#### Input records ####

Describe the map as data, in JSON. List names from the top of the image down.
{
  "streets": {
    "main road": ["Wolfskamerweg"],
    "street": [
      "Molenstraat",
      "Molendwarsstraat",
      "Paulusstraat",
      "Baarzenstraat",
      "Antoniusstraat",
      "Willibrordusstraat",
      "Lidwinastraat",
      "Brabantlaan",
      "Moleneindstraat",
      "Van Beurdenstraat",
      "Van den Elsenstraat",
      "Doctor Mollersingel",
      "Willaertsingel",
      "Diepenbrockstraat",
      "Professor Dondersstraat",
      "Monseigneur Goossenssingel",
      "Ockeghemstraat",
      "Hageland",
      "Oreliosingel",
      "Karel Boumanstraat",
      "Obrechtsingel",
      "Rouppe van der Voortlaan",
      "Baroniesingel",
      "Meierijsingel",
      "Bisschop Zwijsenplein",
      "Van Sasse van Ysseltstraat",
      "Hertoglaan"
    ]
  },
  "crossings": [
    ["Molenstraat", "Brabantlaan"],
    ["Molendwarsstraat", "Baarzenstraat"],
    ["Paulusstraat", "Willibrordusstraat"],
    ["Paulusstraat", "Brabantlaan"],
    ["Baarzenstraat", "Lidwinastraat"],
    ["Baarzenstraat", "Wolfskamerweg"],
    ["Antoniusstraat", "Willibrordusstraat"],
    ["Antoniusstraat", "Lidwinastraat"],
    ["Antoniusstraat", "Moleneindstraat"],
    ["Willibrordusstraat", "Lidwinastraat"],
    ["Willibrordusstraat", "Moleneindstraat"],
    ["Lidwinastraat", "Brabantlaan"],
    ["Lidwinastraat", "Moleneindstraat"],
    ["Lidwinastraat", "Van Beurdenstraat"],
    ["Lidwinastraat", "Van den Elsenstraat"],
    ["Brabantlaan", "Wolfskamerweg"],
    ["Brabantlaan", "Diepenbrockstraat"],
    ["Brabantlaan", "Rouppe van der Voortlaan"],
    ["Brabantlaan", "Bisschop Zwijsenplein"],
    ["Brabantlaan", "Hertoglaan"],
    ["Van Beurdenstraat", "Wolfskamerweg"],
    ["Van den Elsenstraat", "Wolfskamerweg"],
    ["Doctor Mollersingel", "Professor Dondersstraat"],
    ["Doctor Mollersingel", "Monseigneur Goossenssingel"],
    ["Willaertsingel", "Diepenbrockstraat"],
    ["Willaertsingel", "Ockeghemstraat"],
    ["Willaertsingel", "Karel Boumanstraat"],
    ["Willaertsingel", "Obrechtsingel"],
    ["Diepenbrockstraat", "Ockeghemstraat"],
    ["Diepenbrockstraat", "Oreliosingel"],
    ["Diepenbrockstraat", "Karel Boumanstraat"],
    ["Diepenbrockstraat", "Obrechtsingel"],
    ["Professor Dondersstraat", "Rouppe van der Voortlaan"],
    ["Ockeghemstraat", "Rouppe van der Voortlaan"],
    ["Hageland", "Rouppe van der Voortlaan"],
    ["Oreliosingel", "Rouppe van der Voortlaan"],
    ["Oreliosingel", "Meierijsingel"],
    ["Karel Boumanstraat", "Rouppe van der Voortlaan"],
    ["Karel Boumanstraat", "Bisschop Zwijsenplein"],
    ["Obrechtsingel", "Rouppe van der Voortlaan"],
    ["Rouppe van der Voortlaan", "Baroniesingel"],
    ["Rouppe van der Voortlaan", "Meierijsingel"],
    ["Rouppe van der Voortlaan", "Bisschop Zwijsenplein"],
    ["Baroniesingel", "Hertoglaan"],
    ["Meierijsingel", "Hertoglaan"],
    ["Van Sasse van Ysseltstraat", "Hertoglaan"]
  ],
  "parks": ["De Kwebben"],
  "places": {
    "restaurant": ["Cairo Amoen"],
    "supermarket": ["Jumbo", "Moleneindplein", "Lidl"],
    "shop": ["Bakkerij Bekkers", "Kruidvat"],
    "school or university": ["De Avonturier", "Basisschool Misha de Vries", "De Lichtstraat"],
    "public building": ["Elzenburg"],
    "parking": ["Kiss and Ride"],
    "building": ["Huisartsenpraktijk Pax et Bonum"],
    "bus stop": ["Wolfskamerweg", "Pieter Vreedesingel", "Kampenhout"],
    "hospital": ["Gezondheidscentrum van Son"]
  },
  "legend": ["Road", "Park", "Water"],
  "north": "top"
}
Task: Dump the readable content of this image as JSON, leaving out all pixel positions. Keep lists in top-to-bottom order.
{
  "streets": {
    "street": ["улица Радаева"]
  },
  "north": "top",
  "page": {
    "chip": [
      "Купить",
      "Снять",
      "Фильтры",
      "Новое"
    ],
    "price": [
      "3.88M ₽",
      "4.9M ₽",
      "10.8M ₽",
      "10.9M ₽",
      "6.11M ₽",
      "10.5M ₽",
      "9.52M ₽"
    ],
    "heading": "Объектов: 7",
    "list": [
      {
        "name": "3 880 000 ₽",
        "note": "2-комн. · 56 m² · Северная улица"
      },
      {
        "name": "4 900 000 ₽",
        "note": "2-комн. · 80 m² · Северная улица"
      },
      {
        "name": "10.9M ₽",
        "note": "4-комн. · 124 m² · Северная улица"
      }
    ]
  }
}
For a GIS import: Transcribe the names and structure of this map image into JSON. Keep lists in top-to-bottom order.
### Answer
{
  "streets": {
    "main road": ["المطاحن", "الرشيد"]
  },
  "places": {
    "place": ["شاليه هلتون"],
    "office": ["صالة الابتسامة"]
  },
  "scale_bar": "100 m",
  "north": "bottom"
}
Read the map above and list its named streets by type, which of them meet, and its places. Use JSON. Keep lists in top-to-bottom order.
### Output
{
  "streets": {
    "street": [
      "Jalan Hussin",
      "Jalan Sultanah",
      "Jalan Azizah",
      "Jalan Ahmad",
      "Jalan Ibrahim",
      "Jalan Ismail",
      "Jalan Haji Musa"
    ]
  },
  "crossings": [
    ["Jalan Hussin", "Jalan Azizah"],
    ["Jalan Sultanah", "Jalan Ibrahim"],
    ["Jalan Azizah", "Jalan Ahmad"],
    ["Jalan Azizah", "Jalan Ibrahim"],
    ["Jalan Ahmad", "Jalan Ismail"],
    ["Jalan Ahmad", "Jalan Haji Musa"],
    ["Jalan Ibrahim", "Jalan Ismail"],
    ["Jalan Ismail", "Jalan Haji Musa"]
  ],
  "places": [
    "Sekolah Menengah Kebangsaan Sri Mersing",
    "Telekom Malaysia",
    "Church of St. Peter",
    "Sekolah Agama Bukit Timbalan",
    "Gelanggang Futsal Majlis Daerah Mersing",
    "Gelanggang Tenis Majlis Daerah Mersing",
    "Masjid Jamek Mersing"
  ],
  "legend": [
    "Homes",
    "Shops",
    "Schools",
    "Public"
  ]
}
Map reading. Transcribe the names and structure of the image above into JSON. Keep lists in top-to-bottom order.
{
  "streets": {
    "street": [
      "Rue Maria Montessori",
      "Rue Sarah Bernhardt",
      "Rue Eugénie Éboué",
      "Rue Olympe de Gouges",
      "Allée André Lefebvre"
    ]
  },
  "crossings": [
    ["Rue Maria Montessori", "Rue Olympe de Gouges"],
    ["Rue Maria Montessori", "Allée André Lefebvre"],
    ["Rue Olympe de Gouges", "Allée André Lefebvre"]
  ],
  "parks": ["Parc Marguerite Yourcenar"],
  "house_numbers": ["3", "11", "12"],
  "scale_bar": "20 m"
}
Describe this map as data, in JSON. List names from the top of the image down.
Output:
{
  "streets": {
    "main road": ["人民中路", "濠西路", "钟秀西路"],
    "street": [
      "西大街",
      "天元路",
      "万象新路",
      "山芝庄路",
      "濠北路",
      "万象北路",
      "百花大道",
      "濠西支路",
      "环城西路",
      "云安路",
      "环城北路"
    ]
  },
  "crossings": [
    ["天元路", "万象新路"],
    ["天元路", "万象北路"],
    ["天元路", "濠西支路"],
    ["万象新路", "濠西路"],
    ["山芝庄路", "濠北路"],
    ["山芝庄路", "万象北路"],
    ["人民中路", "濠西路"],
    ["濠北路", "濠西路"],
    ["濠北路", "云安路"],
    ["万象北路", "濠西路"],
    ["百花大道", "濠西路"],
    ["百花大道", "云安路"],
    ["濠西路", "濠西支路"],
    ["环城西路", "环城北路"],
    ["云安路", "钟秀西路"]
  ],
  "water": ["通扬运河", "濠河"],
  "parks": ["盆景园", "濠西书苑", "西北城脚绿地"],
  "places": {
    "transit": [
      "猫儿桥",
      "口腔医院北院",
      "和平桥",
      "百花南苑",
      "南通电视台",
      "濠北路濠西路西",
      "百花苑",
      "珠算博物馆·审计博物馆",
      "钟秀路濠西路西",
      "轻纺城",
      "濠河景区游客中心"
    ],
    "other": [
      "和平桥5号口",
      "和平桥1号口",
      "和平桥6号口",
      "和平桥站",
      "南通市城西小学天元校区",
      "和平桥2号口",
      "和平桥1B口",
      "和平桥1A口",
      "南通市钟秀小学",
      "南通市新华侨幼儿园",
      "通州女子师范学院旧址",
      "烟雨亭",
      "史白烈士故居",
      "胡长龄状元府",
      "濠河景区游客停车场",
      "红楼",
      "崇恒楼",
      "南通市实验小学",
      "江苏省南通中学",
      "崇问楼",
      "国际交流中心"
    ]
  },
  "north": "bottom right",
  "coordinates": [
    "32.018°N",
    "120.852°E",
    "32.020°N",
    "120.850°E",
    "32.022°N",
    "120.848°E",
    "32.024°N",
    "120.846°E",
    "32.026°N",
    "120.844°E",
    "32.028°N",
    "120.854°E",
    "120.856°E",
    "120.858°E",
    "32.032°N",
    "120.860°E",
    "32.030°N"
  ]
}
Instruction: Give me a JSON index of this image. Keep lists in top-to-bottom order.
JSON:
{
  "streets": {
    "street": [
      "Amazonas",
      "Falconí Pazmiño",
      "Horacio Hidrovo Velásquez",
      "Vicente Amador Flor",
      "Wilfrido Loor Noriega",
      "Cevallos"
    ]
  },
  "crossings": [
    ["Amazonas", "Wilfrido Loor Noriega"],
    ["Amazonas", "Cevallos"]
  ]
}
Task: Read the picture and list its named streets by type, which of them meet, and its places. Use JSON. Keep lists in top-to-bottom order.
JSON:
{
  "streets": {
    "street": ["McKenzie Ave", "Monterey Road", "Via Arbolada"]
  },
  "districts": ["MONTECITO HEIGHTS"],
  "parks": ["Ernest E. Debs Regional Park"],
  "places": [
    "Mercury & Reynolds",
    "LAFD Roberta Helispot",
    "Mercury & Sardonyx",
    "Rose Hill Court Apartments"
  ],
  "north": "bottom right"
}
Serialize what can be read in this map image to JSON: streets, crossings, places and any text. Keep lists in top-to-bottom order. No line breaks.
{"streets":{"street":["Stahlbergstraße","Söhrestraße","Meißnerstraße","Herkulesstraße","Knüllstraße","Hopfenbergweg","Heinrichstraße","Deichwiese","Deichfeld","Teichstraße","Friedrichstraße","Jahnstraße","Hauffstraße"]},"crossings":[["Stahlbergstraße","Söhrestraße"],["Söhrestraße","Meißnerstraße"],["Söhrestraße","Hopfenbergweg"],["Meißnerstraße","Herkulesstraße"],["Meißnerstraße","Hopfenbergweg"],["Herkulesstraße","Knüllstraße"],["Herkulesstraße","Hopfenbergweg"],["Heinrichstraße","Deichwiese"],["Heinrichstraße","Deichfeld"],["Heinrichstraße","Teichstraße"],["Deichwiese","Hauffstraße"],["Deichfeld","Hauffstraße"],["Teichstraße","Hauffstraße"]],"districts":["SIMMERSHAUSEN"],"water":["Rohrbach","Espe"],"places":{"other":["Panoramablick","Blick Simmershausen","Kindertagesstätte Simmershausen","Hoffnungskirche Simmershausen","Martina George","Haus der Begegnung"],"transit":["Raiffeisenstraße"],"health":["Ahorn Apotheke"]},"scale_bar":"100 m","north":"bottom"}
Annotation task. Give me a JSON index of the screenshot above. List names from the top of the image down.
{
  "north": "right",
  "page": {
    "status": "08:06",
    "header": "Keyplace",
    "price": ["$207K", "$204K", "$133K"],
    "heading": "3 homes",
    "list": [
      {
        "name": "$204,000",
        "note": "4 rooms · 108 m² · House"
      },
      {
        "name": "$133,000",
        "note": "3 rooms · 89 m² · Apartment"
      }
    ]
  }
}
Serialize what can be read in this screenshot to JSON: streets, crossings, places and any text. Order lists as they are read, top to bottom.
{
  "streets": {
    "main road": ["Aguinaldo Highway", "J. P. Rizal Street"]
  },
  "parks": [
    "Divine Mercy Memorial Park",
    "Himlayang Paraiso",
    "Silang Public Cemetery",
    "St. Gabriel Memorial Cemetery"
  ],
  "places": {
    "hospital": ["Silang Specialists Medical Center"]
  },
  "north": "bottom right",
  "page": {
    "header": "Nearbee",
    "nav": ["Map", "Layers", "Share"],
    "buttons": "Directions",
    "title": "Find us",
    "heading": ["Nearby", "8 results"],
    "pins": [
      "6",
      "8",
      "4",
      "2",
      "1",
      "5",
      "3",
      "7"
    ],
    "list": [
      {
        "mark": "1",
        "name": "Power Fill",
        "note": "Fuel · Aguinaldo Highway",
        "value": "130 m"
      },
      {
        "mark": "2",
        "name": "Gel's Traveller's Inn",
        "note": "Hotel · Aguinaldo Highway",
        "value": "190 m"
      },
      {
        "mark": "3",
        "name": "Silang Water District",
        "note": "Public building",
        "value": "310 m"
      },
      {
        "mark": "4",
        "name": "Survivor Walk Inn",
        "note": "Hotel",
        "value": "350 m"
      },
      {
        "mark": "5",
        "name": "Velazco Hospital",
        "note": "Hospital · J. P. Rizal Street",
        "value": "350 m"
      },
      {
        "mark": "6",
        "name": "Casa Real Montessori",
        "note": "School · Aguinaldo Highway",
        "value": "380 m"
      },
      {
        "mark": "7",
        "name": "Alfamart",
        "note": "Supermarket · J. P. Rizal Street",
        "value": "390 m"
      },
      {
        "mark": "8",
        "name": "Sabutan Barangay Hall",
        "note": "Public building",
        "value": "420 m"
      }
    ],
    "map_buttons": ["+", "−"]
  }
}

####

# [Try it]
Given the data above, transcribe exactly the lines from the one containing "Map reading. Transcribe" down to the one containing "Describe this map", and no others.

# [Expected output]
Map reading. Transcribe the names and structure of the image above into JSON. Keep lists in top-to-bottom order.
{
  "streets": {
    "street": [
      "Rue Maria Montessori",
      "Rue Sarah Bernhardt",
      "Rue Eugénie Éboué",
      "Rue Olympe de Gouges",
      "Allée André Lefebvre"
    ]
  },
  "crossings": [
    ["Rue Maria Montessori", "Rue Olympe de Gouges"],
    ["Rue Maria Montessori", "Allée André Lefebvre"],
    ["Rue Olympe de Gouges", "Allée André Lefebvre"]
  ],
  "parks": ["Parc Marguerite Yourcenar"],
  "house_numbers": ["3", "11", "12"],
  "scale_bar": "20 m"
}
Describe this map as data, in JSON. List names from the top of the image down.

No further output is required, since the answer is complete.